NucDetect combines classical image processing with machine learning. For each analysis, the user can choose to either use the image processing based approach for detection or an pre-trained Fully Convolutional Network with U-Net architecture. The differentiation between both approaches is grounded in the experimental status of the ML approach. In the future, both approaches might be compared to improve detection accuracy
The FCN will be trained with data obtained from manually modified automatic detection. This means a classical algorithmic approach is used for nucleus and focus detection, which will be then manually modified to correct errors such as oversegmented nuclei, missing foci et cetera. The so generated data will be then used to train the CNN to obtain higher detection accuracy than a classical image processing approach.
Every component of the UI has an assigned tooltiup. If you do not know what a specific component does, just hover with your mouse cursor over it and a small explanation will appear after a short time.

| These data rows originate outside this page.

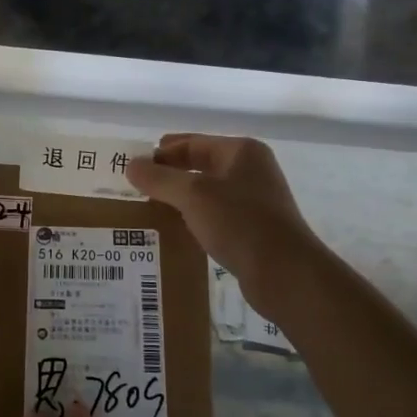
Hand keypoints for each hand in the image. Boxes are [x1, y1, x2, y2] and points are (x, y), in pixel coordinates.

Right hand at [125, 134, 316, 290]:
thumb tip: (131, 164)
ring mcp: (255, 200)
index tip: (134, 168)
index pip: (192, 142)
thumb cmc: (240, 223)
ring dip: (181, 198)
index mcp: (242, 151)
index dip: (162, 153)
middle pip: (200, 165)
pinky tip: (176, 230)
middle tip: (137, 188)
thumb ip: (160, 178)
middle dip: (170, 175)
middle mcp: (251, 170)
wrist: (285, 273)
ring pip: (208, 192)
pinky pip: (216, 215)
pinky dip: (195, 218)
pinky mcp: (254, 229)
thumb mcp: (193, 195)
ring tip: (150, 209)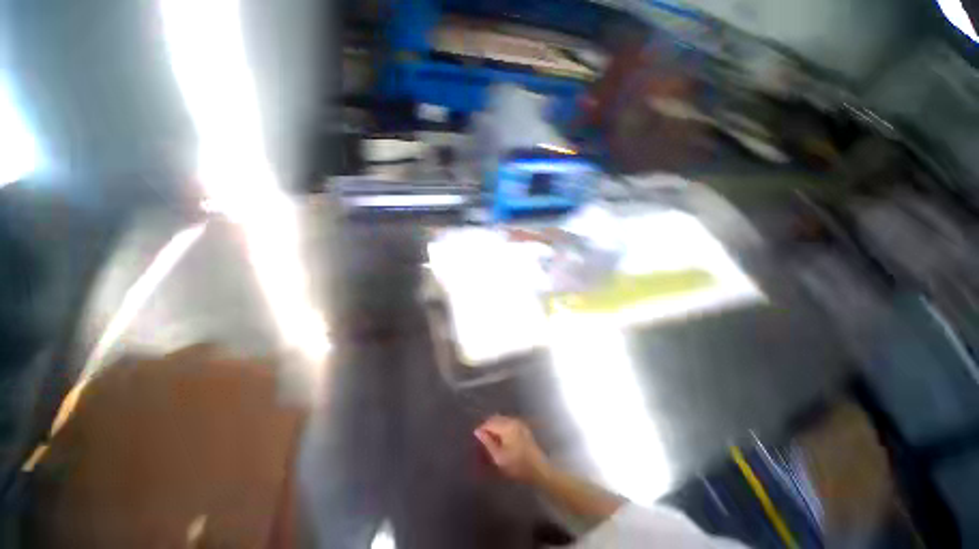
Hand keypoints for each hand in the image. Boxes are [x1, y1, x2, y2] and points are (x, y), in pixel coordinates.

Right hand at [474, 415, 549, 482]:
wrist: (538, 469)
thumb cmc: (517, 465)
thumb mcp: (499, 457)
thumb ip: (487, 442)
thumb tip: (477, 431)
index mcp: (507, 426)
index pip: (489, 422)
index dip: (481, 429)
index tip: (476, 439)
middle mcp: (513, 420)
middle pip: (496, 418)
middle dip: (488, 427)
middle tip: (482, 440)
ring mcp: (519, 423)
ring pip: (502, 420)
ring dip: (495, 427)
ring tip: (491, 440)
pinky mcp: (523, 428)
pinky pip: (508, 423)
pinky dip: (502, 428)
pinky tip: (501, 439)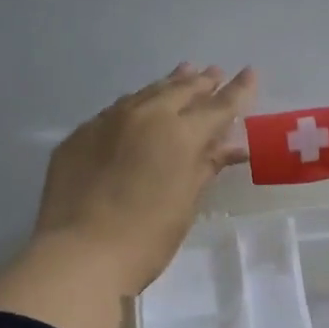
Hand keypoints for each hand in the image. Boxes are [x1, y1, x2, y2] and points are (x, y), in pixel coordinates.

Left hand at [33, 63, 256, 295]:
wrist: (78, 254)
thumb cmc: (146, 237)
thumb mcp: (186, 203)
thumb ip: (205, 166)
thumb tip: (229, 147)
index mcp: (178, 133)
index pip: (218, 106)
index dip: (238, 91)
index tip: (250, 73)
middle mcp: (144, 116)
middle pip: (179, 91)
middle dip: (201, 82)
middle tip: (215, 73)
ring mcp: (106, 122)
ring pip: (144, 94)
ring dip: (168, 85)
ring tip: (183, 73)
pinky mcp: (79, 136)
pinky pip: (114, 111)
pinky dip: (135, 105)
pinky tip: (137, 109)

The main window will be shown on start of the program. It contains the main toolbar (upper row of buttons), the result table (shows the analysis results), the image list (a list of all images found in the folder User/NucDetect/images) and the image toolbar (row of buttons below the image list).

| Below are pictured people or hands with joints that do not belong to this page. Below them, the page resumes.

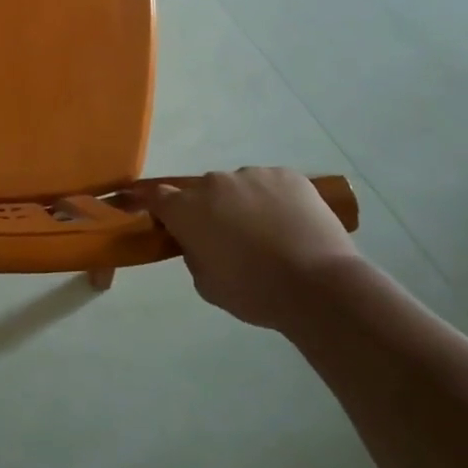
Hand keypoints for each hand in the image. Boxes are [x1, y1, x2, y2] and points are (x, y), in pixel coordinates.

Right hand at [146, 168, 359, 328]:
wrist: (317, 286)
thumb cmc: (253, 292)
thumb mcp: (206, 284)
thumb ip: (193, 254)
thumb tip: (199, 240)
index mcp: (187, 209)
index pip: (155, 196)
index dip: (150, 202)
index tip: (150, 210)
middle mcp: (214, 183)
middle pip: (202, 193)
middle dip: (209, 211)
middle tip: (229, 240)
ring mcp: (252, 175)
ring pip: (239, 187)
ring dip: (244, 205)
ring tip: (269, 235)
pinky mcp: (287, 175)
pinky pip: (271, 185)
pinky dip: (275, 201)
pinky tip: (291, 226)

The Main Toolbar contains following buttons (from left to right):
- Load Image: Opens a selection dialog to load an image that is not placed in the images folder
- Experiments: Opens the experiment dialog
- Statistics: Opens the statistics dialog
- CSV: Saves the data shown in the results table. Is inactive, if no image was selected in the images list
- Images: Shows the detected foci and nuclei of the selected image. Is inactive, if no image was selected or if the selected image was not analysed
- Categories: Opens the category dialog. Is inactive if no image was selected.
- Modify: Opens the modification dialog. Is inactive, if no image was selected or if the selected image was not analysed.
- Settings: Opens the settings dialog
The Images Toolbar contains following buttons (from left to right):
- Analyse: analyse the selected image. This will open the analysis settings dialog
- Analyse All: analyse all images in the image list. This will open the analysis settings dialog
- Delete: removes the selected image from the image list
- Delete All: removes all images from the image list
- Reload: Initiates a new scan of the images folder. Will add images to the image list, that are placed there after the program start
Images placed in the folder User/NucDetect/images will be automatically loaded and shown in the image list. If no images are added to the folder User/NucDetect/images, the user needs to place images there and press the reload button (two arrows forming a circle). This can also be used if new images are placed inside the Images folder whilst the program is open.
The progress bar can be found at the bottom of the main window. It will show the analysis or loading progress.